### EXTRACTED DATA
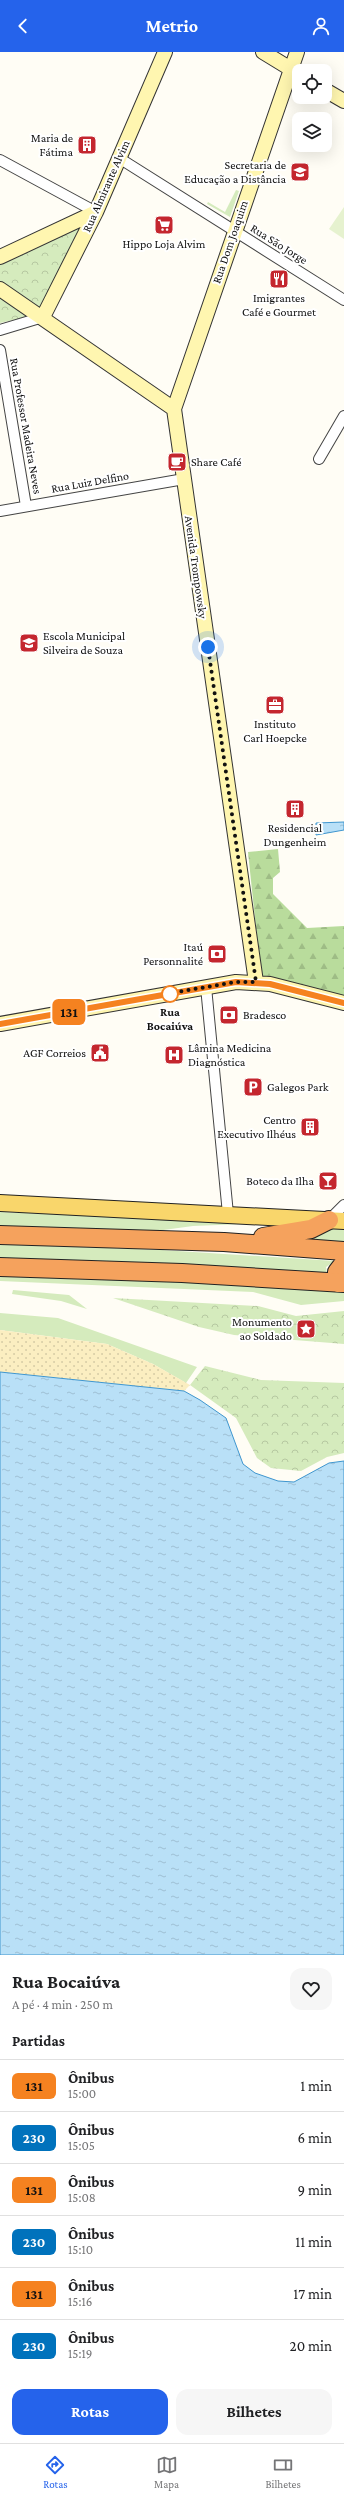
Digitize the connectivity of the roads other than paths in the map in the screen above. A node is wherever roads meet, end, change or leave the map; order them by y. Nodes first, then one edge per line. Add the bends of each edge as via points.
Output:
1 (165, 52) edge
2 (263, 52) edge
3 (297, 52) edge
4 (296, 64) edge
5 (292, 69) edge
6 (292, 79) edge
7 (332, 94) edge
8 (344, 101) edge
9 (119, 158) junction
10 (0, 160) edge
11 (96, 212) junction
12 (234, 230) junction
13 (0, 257) edge
14 (0, 289) edge
15 (344, 300) edge
16 (43, 317) junction
17 (0, 330) edge
18 (0, 350) edge
19 (174, 409) junction
20 (344, 416) edge
21 (319, 459) dead end
22 (184, 479) junction
23 (26, 506) junction
24 (0, 511) edge
25 (256, 982) junction
26 (206, 987) junction
27 (344, 1003) edge
28 (0, 1024) edge
29 (0, 1203) edge
30 (344, 1205) edge
31 (228, 1214) junction
32 (337, 1220) edge
33 (0, 1235) edge
34 (224, 1242) junction
35 (344, 1251) edge
36 (344, 1263) edge
37 (0, 1267) edge
38 (340, 1283) edge

1 - 9 main road, Rua Almirante Alvim
2 - 5 main road
3 - 4 main road, Rua Dom Joaquim
6 - 12 main road, Rua Dom Joaquim
7 - 8 main road
9 - 11 main road, Rua Almirante Alvim
9 - 12 street, Rua São Jorge
10 - 11 street
11 - 13 main road
11 - 16 main road, Rua Almirante Alvim
12 - 15 street, Rua São Jorge
12 - 19 main road, Rua Dom Joaquim
14 - 16 main road
16 - 17 street
16 - 19 main road
18 - 23 street, Rua Professor Madeira Neves
19 - 22 main road, Avenida Trompowsky
20 - 21 street
22 - 23 street, Rua Luiz Delfino
22 - 25 main road, Avenida Trompowsky
23 - 24 street, Rua Luiz Delfino
25 - 26 main road
25 - 27 main road via 287,987
26 - 28 main road
26 - 31 street
29 - 31 main road
30 - 32 street
31 - 32 main road
32 - 34 highway via 311,1229
33 - 34 highway
34 - 35 highway
36 - 38 highway via 337,1272
37 - 38 highway via 182,1273

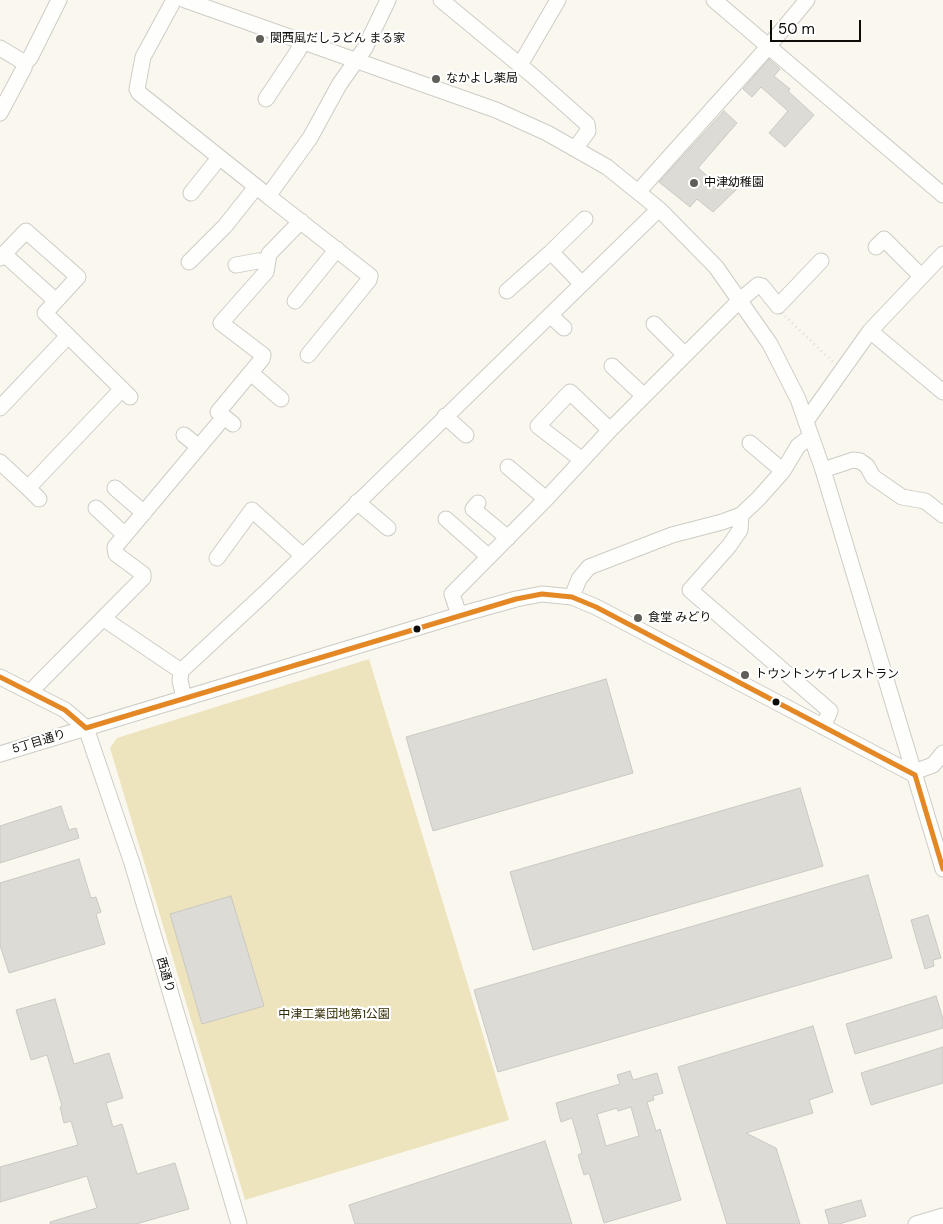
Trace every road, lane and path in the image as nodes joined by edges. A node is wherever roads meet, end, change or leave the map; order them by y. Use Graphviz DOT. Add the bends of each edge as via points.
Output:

### WHAT YOU HAVE TO DO
Copy out every line above where "wherever" is present.

### WRITTEN RESPONSE
Digitize the connectivity of the roads other than paths in the map in the screen above. A node is wherever roads meet, end, change or leave the map; order them by y. Nodes first, then one edge per line. Add the bends of each edge as via points.
Trace every road, lane and path in the image as nodes joined by edges. A node is wherever roads meet, end, change or leave the map; order them by y. Use Graphviz DOT. Add the bends of each edge as via points.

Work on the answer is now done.